*YOUR OBJECTIVE*
Your task is to copy each line of the records that includes the string "Ventura".

Stored data:
┄┄┄┄┄┄

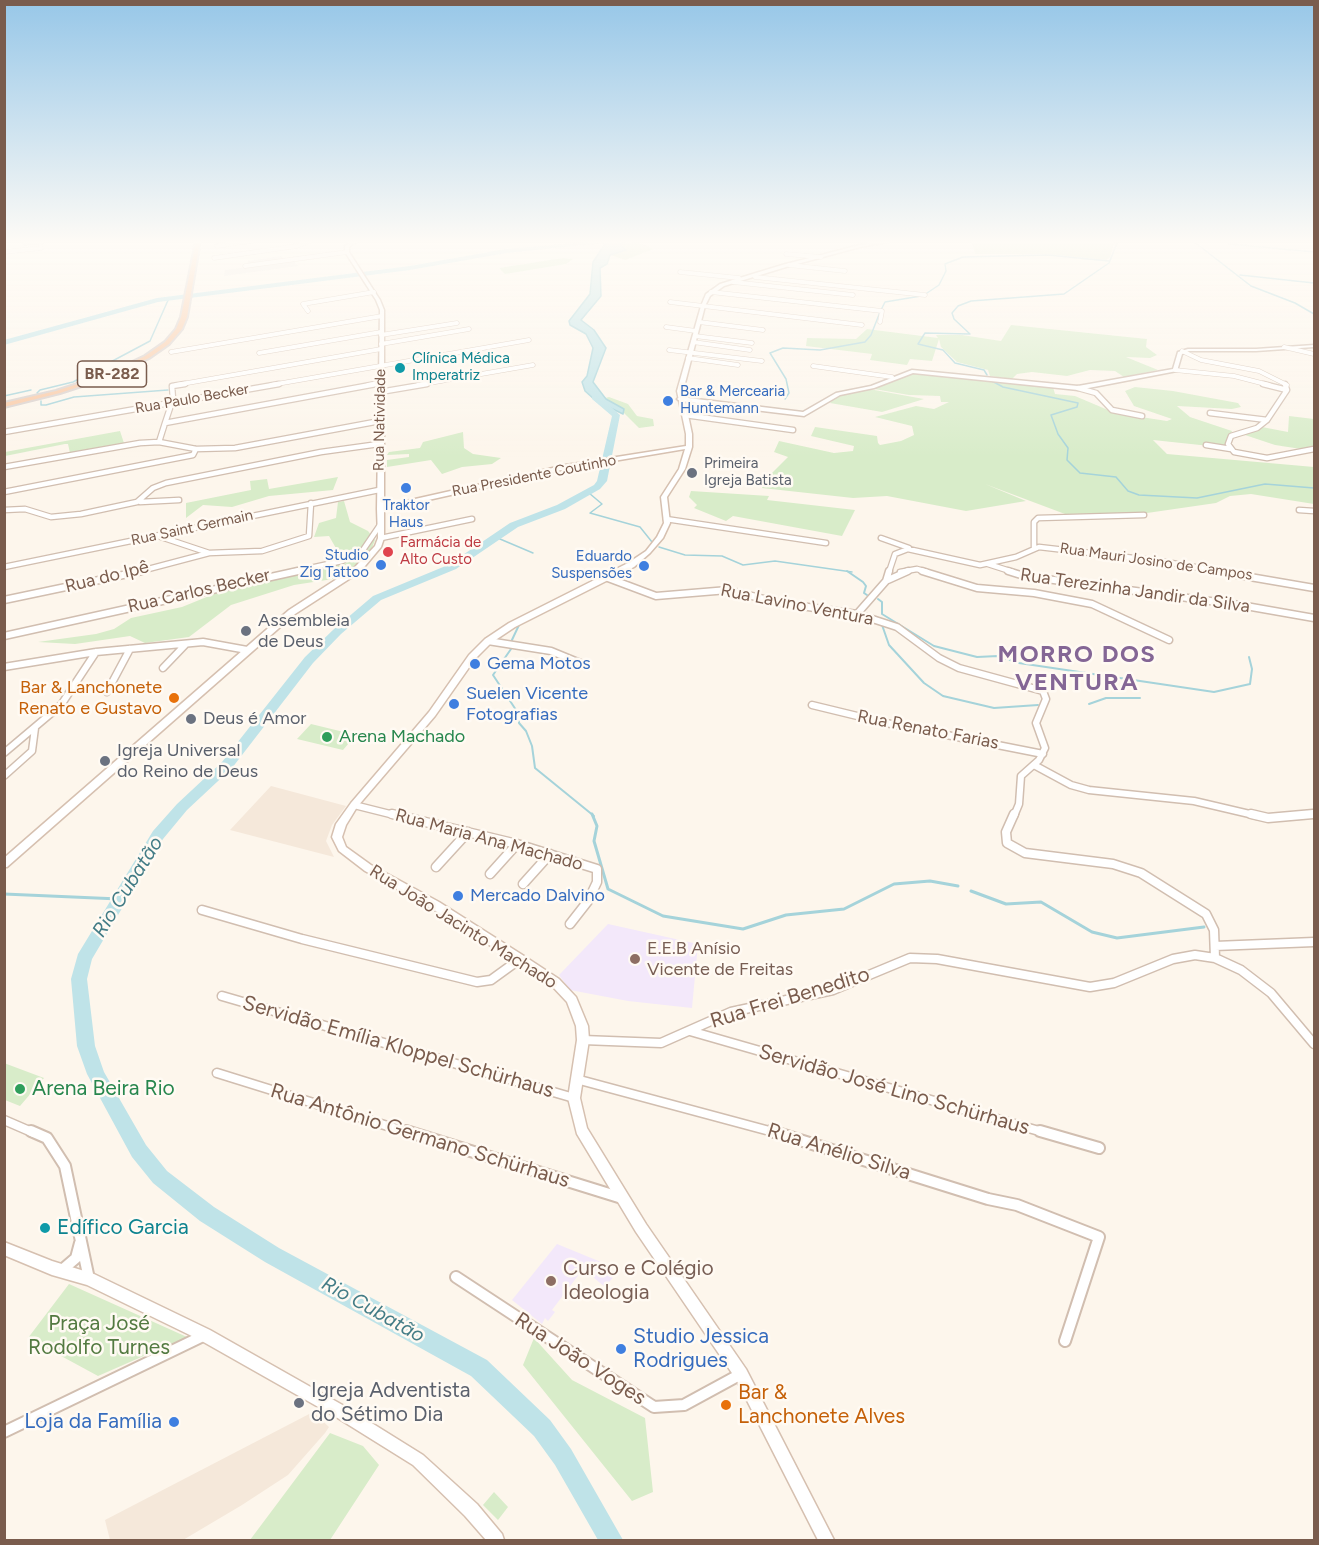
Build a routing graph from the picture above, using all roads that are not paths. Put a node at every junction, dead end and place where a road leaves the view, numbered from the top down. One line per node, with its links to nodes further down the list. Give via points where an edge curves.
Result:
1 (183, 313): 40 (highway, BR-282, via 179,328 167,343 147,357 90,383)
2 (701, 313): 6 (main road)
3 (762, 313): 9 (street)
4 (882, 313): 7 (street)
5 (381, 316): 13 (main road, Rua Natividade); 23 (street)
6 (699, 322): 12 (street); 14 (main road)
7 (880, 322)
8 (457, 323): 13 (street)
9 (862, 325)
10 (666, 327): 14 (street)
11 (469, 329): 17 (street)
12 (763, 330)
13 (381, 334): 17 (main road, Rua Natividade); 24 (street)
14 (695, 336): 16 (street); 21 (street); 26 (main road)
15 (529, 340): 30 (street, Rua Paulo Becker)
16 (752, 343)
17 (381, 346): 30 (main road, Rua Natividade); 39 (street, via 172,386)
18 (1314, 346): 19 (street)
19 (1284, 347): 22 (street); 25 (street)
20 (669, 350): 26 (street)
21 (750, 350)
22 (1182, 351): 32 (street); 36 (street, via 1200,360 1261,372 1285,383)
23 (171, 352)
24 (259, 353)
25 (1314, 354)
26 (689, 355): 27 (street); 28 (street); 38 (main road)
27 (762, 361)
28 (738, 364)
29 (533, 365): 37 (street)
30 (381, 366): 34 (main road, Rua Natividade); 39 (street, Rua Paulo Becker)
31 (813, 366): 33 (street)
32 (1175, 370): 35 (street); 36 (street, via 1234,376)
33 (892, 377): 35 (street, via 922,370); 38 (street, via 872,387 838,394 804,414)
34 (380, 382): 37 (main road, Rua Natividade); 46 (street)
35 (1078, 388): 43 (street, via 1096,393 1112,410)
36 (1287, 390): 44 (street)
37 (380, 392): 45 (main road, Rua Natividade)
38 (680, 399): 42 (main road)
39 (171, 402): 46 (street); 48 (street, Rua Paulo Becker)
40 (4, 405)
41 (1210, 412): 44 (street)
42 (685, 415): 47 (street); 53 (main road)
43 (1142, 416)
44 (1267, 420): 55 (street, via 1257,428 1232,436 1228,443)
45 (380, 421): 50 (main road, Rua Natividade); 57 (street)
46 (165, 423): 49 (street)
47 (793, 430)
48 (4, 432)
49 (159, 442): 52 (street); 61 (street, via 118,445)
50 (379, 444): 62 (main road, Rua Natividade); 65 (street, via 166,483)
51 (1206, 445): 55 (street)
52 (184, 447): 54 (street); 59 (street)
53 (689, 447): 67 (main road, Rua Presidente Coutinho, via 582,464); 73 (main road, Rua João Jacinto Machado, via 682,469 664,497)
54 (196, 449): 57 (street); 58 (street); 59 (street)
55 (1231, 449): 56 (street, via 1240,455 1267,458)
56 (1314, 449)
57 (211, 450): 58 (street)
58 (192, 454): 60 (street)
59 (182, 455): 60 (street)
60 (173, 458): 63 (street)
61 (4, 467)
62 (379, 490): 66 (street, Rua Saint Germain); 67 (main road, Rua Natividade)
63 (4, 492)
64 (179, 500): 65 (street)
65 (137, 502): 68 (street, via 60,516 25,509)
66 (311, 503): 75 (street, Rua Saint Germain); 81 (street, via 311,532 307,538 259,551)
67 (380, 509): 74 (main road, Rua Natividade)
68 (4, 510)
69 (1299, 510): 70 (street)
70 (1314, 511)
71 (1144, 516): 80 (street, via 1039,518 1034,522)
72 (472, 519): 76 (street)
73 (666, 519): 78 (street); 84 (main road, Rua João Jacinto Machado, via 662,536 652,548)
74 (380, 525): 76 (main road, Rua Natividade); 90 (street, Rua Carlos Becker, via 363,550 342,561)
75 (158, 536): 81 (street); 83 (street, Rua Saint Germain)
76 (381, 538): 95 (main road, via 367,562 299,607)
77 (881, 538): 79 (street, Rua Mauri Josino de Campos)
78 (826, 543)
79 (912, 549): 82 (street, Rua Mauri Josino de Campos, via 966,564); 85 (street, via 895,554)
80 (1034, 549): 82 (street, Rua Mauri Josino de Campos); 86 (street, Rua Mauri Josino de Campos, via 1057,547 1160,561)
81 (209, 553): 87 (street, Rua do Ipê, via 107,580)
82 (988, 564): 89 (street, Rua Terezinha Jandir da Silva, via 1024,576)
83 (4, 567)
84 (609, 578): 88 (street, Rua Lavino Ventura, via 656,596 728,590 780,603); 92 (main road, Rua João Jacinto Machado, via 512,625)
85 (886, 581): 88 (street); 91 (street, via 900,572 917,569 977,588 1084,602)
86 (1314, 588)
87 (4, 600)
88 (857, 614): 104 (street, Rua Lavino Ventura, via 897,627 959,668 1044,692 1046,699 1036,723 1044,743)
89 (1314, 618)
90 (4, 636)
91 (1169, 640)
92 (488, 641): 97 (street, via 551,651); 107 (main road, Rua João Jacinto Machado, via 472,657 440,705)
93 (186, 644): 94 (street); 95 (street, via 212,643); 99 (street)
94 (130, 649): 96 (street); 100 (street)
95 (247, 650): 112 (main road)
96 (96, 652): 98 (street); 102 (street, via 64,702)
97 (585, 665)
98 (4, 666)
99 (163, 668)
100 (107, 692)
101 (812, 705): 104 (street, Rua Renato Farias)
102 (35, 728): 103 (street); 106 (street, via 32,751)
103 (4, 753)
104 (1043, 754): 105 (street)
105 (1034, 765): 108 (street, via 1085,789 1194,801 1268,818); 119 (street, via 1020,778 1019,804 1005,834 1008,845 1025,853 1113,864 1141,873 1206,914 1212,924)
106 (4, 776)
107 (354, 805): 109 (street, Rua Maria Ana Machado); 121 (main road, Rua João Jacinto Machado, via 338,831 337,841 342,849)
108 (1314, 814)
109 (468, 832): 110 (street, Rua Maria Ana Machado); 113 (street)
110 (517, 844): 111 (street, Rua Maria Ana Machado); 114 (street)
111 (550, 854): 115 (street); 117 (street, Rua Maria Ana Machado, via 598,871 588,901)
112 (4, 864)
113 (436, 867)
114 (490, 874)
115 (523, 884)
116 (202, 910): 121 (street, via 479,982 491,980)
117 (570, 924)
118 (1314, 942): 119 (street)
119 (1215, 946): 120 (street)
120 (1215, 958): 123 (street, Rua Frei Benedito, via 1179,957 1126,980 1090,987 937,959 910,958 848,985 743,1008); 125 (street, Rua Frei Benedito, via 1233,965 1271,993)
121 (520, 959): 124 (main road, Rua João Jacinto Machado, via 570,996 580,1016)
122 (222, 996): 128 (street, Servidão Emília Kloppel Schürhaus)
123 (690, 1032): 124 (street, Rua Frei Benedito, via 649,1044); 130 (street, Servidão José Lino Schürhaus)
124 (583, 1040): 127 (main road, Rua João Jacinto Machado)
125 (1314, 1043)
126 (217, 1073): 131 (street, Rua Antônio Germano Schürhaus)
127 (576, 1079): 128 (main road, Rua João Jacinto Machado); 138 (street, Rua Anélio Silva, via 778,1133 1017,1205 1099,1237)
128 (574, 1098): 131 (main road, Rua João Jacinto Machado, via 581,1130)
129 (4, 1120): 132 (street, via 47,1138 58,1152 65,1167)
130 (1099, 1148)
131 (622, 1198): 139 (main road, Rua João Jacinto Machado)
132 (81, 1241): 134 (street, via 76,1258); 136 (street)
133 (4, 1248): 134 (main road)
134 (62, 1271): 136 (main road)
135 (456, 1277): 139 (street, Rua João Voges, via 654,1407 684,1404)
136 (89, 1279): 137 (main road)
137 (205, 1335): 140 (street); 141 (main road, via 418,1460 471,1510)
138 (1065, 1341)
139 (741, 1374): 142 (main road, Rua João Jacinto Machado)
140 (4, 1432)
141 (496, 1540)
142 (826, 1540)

┄┄┄┄┄┄

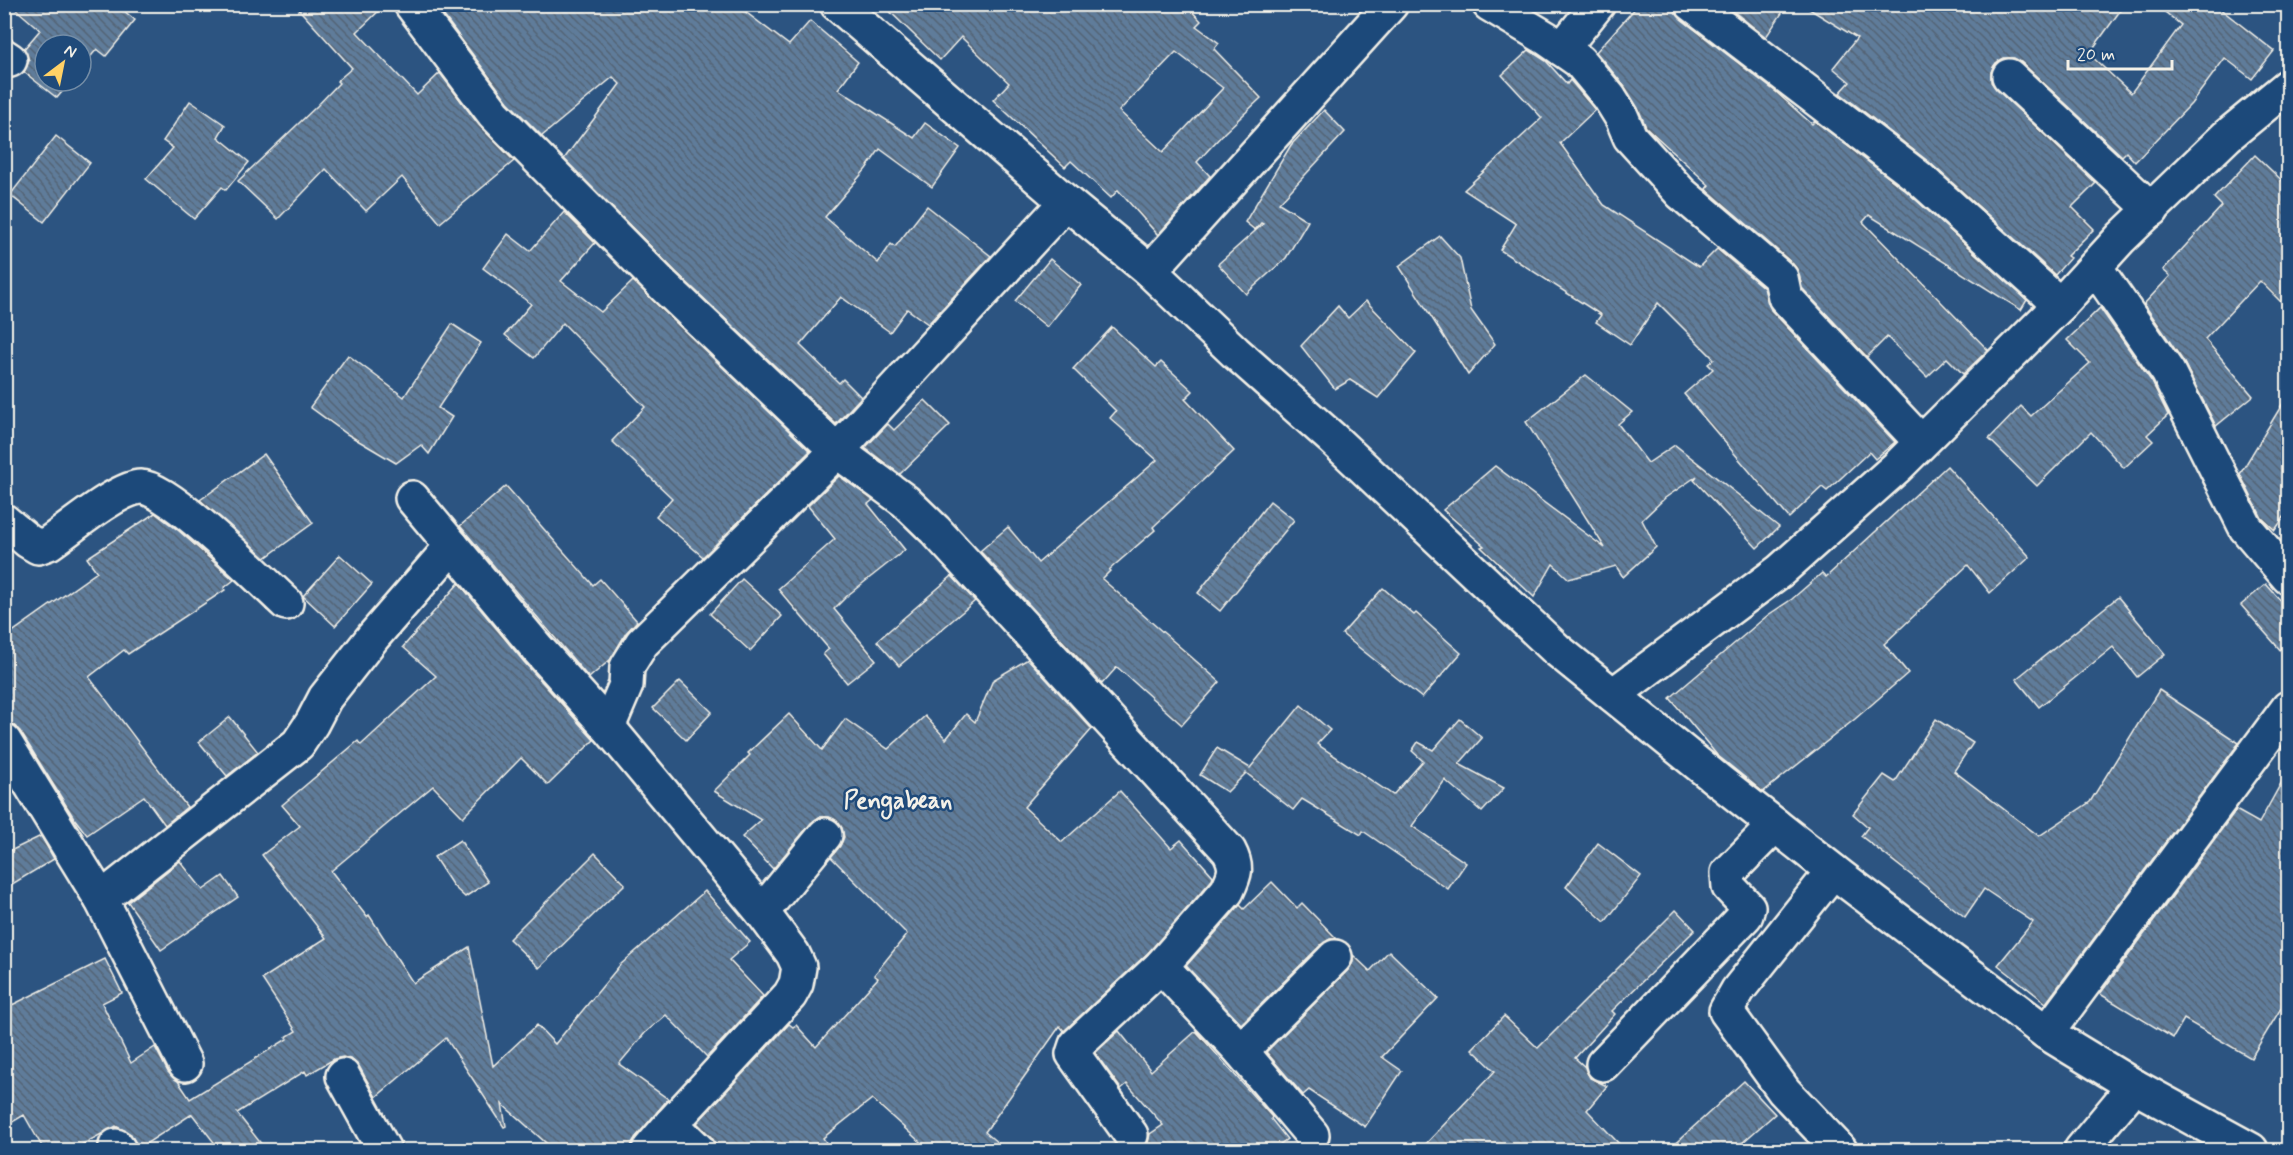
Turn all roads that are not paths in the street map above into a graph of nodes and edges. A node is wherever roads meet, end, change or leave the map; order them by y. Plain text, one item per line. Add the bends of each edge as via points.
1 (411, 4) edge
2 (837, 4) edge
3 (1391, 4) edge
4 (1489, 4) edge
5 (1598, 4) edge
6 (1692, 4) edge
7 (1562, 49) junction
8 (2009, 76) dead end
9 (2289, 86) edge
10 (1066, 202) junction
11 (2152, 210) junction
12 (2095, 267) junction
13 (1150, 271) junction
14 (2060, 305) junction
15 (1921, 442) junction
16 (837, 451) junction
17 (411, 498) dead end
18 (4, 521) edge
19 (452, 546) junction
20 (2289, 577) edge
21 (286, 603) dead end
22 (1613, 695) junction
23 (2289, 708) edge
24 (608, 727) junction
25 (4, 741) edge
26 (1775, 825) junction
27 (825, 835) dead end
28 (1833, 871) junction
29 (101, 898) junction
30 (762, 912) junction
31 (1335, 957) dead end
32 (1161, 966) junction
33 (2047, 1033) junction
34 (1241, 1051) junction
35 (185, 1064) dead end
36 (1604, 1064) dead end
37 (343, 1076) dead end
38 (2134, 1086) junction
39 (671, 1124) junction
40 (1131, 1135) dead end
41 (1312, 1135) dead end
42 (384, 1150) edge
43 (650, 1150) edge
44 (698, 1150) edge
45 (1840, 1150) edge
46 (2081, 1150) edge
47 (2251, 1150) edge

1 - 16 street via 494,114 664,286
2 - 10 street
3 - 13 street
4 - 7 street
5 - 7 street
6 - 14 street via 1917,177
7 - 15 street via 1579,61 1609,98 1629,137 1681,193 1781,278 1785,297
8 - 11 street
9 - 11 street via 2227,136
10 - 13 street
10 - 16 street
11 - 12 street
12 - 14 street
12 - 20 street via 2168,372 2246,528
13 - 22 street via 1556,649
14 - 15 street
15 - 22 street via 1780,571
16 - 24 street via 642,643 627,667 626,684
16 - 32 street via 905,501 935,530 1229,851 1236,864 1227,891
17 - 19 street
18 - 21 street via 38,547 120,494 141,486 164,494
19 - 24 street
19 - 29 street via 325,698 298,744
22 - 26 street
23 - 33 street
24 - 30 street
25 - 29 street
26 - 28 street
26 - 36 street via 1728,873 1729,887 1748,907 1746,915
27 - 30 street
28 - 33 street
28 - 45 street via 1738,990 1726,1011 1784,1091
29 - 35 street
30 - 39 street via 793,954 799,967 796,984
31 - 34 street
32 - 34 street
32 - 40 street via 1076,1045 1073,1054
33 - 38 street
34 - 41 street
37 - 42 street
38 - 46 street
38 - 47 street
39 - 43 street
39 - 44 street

┄┄┄┄┄┄

*SOLVED EXERCISE*
84 (609, 578): 88 (street, Rua Lavino Ventura, via 656,596 728,590 780,603); 92 (main road, Rua João Jacinto Machado, via 512,625)
88 (857, 614): 104 (street, Rua Lavino Ventura, via 897,627 959,668 1044,692 1046,699 1036,723 1044,743)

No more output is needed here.